Definição baseada em sintomas:
- Vantagens: fácil de medir, baixo custo e muito sensível;
- Desvantagens: captura muitas pessoas que não têm a doença
- exemplo: gripe (Influenza) — definição é baseada em febre e tosse, com ou sem dor de garganta
Definição de caso específica:
- definição menos inclusiva
- indicado para situações em que é importante capturar apenas casos verdadeiros
- pode deixar de incluir casos verdadeiros, mas é menos provável incluir casos não verdadeiros no sistema de monitoramento.
- Vantagem: é mais eficiente → maior parte dos pacientes incluídos através de uma definição de caso mais específica, de fato, tem a doença.
Definição baseada em testes de laboratório:
- inclui apenas casos confirmados por laboratório ( pode também incluir sintomas)
- geralmente, apenas pacientes com sintomas são testados — e apenas aqueles com resultado positivo são considerados casos verdadeiros
- Vantagem: maior confiança nas medidas; maior certeza quanto aos casos
- Desvantagens: mais caro, mais demorado (dados defasados), testes podem errar
Monitoramento é um processo observacional
Sistemas de monitoramento têm por objetivo descrever a realidade. Entretanto, a capacidade de detectar uma doença depende do processo de monitoramento (definição de caso, métodos de identificação dos casos, etc.), que não é à prova de falhas. O monitoramento é uma forma de se aproximar da verdade, mas raramente será capaz de indicar o que está de fato acontecendo.

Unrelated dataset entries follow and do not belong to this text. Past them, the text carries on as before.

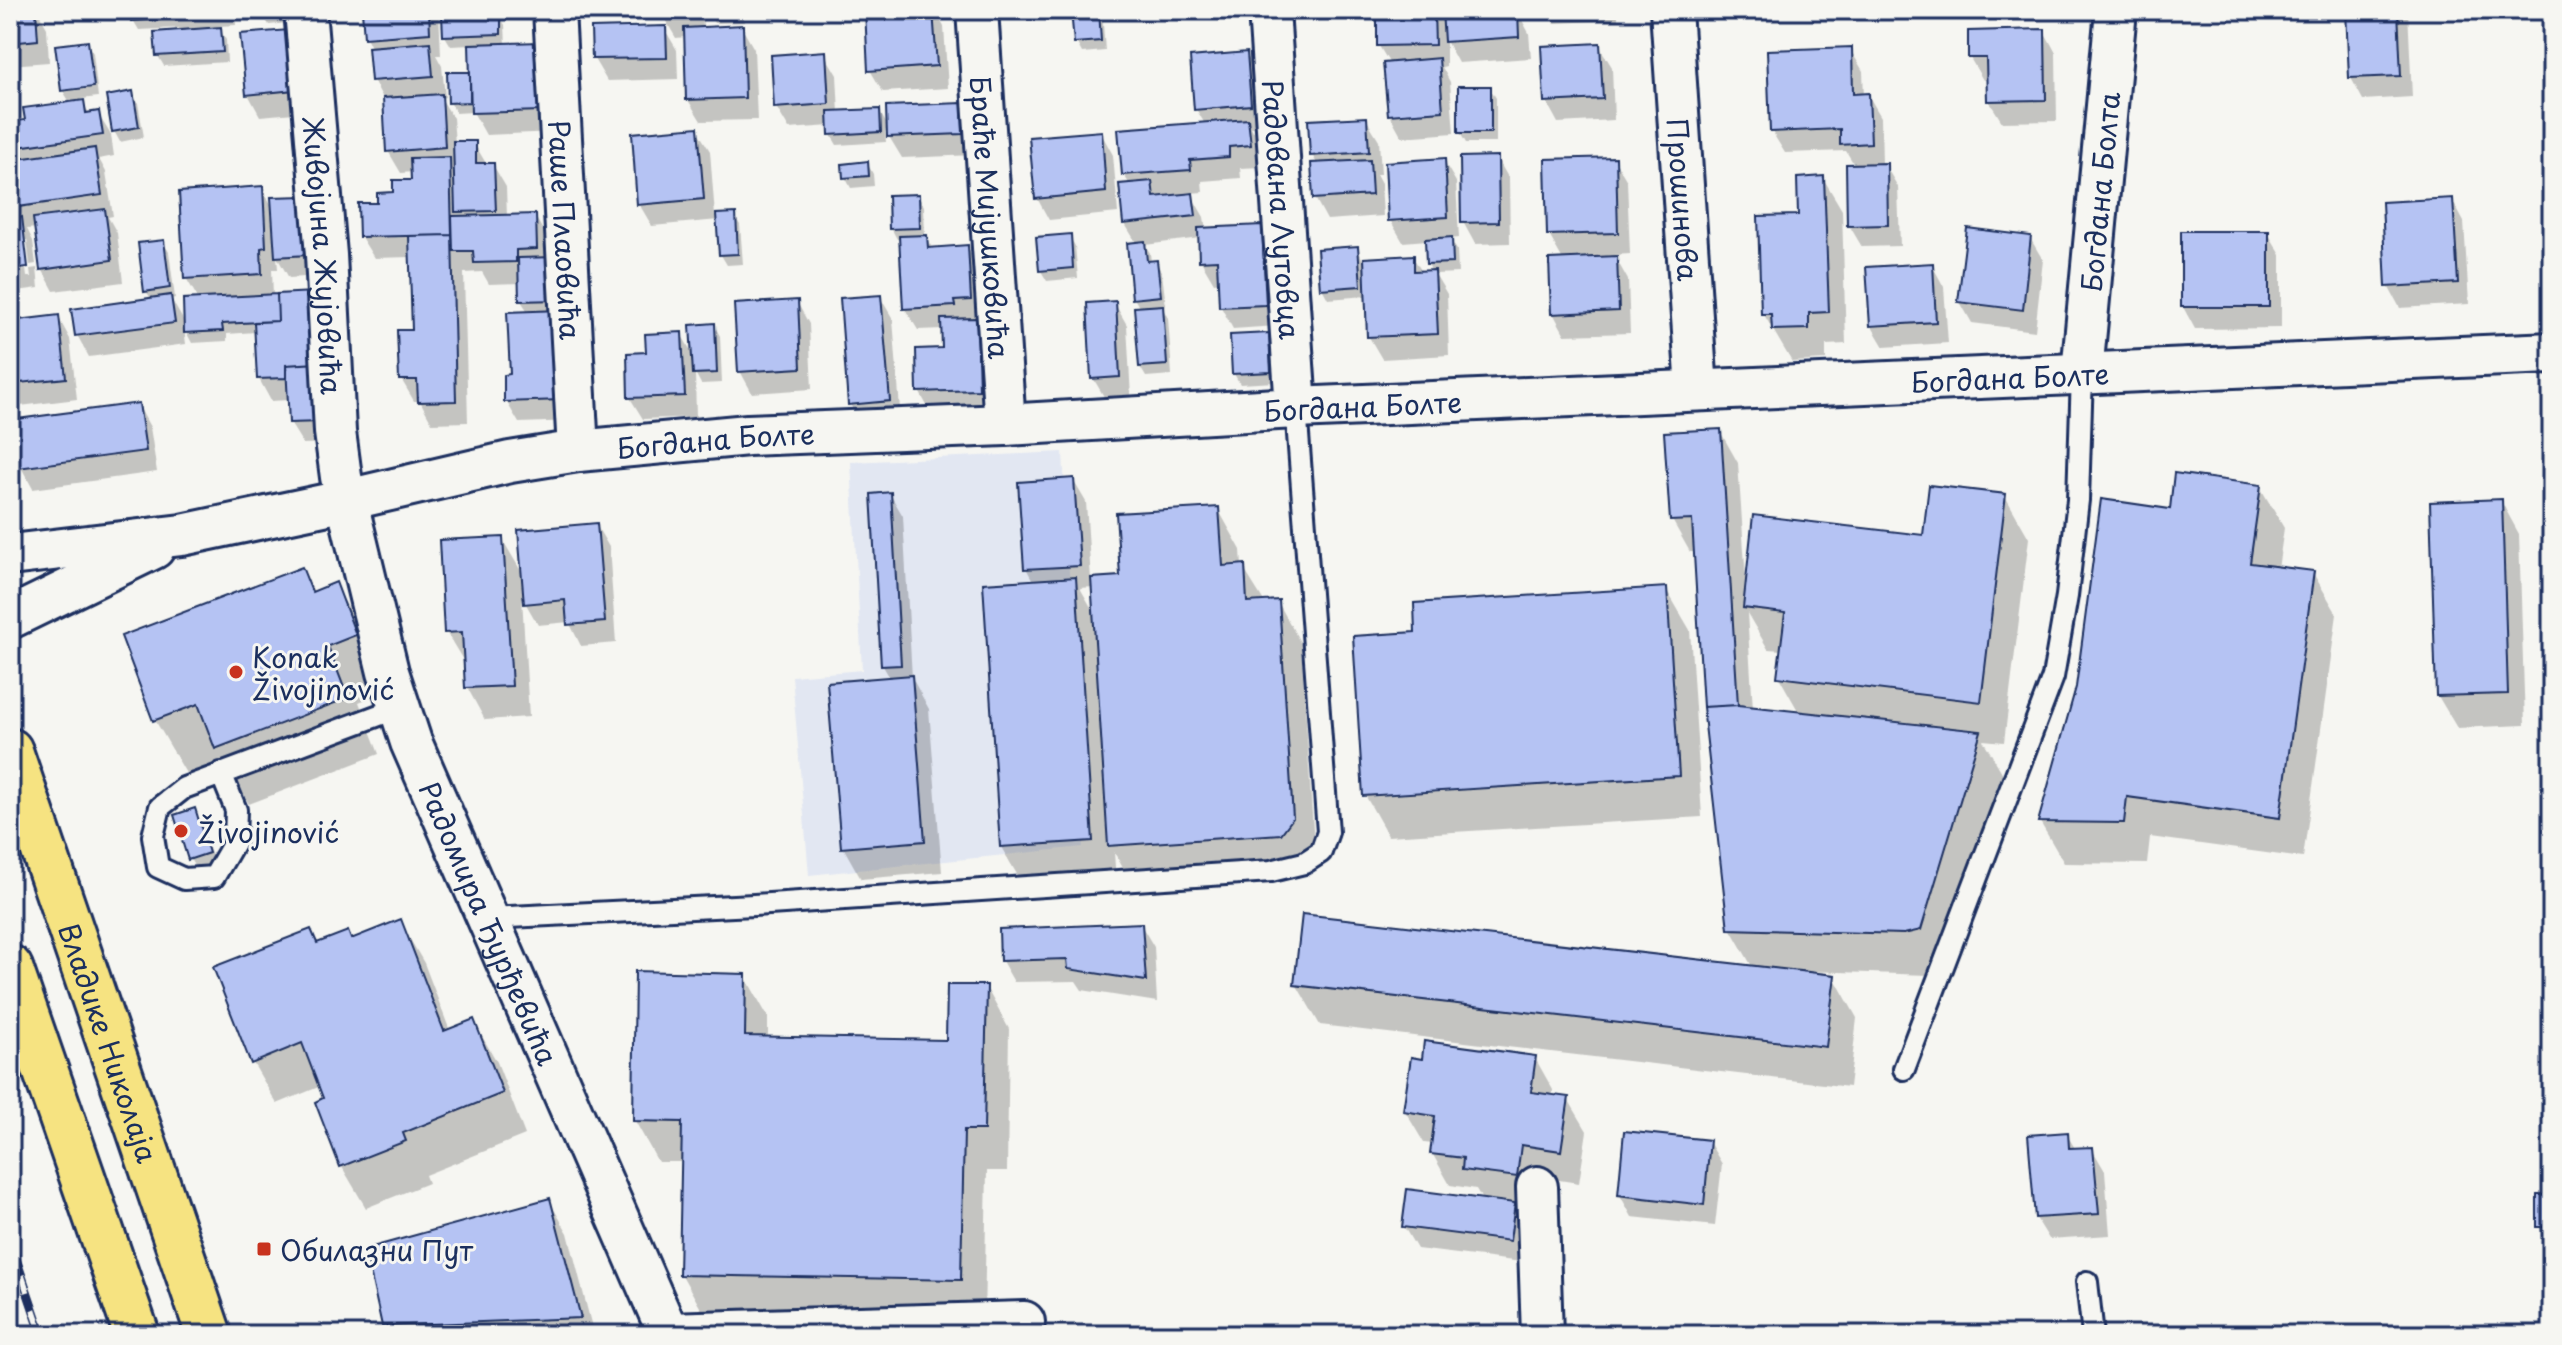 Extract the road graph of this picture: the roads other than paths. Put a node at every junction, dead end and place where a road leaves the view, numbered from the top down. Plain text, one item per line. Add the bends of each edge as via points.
1 (305, 10) edge
2 (554, 10) edge
3 (977, 10) edge
4 (1269, 10) edge
5 (1671, 10) edge
6 (2116, 10) edge
7 (2552, 353) edge
8 (2082, 373) junction
9 (1697, 390) junction
10 (1296, 408) junction
11 (1005, 425) junction
12 (578, 451) junction
13 (347, 500) junction
14 (182, 535) junction
15 (10, 555) edge
16 (10, 618) edge
17 (398, 708) junction
18 (10, 751) edge
19 (221, 773) junction
20 (487, 918) junction
21 (10, 968) edge
22 (1904, 1069) dead end
23 (1537, 1187) dead end
24 (2087, 1282) dead end
25 (1024, 1322) dead end
26 (668, 1334) edge
27 (137, 1335) edge
28 (209, 1335) edge
29 (1542, 1335) edge
30 (2093, 1335) edge

1 - 13 street, Живојина Жујовића via 335,432
2 - 12 street, Раше Плаовића
3 - 11 street, Браће Мијушковића
4 - 10 street, Радована Лутовца
5 - 9 street, Прошинова
6 - 8 street, Богдана Болта
7 - 8 street, Богдана Болте
8 - 9 street, Богдана Болте
8 - 22 lane via 2078,500 2053,677
9 - 10 street, Богдана Болте
10 - 11 street, Богдана Болте
10 - 20 lane via 1328,832 1321,852 1304,863 1271,871
11 - 12 street, Богдана Болте via 748,435
12 - 13 street, Богдана Болте
13 - 14 street, Богдана Болте
13 - 17 street, Радомира Ђурђевића
14 - 15 street, Богдана Болте
14 - 16 street, Богдана Болте
17 - 19 lane
17 - 20 street, Радомира Ђурђевића
18 - 28 main road, Владике Николаја
19 - 19 lane via 184,788 160,807 153,836 158,867 184,879 214,877 235,841 236,810
20 - 26 street, Радомира Ђурђевића
21 - 27 main road
23 - 29 street
24 - 30 lane
25 - 26 street, Радомира Ђурђевића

Muitos surtos podem passar despercebidos ou ser ignorados por longo tempo. O processo de monitoramento tem a função de maximizar a capacidade de enxergar a realidade, porém a realidade é muito maior do que qualquer processo.
Muitas vezes, o monitoramento é realizado a partir de informações coletadas nos serviços de atendimento de saúde. Mas nem todos os doentes têm acesso a serviços de saúde. Aqueles que têm acesso e buscam atendimento são observados pelo sistema de monitoramento e, caso se encaixem na definição de caso, passam a ser monitorados. Outras pessoas que buscam atendimento podem não ter a doença e, por isso, não são monitorados. Mas existem aqueles que têm a doença e não procuram ou não têm acesso ao atendimento em saúde: são casos reais, mas que não são observados.
Portanto, apenas pacientes que procuraram atendimento são capturados e observados — esta é uma limitação importante do monitoramento baseado no uso de algum serviço de saúde. Como consequência, o total de casos geralmente é superior aos casos observados.
Uma forma de contornar esta limitação é usar pesquisas sobre sintomas e casos suspeitos.
Atributos do monitoramento
Características do sistema de monitoramento permitem descrever e avaliar seu desempenho. Claro que nenhum sistema de monitoramento é perfeito e, ao avaliá-lo, deve-se sempre considerar se está de acordo com seu objetivo. Observar os atributos permite determinar se o sistema funciona (e não se ele é bom ou ruim).
Características desejáveis em um sistema de monitoramento:
- definição de caso é clara, apropriada aos objetivos do monitoramento e consistente (ou seja, permite comparação ao longo do tempo e com outros sistemas de monitoramento);
- divulgação dos resultados é clara, eficiente e relevante — deve incluir formuladores de políticas e tomadores de decisão;
- análise dos dados deve ser apropriada ao tipo de dados e deve ser útil para a tomada de decisão;
- equipe deve compreender o sistema, receber treinamento e supervisão adequados — de preferência, colaboradores devem defender e valorizar o trabalho
5. receber feedback das partes interessadas
Nove atributos: simplicidade, flexibilidade, qualidade dos dados, aceitabilidade, sensibilidade, valor preditivo, representatividade, atualidade e estabilidade.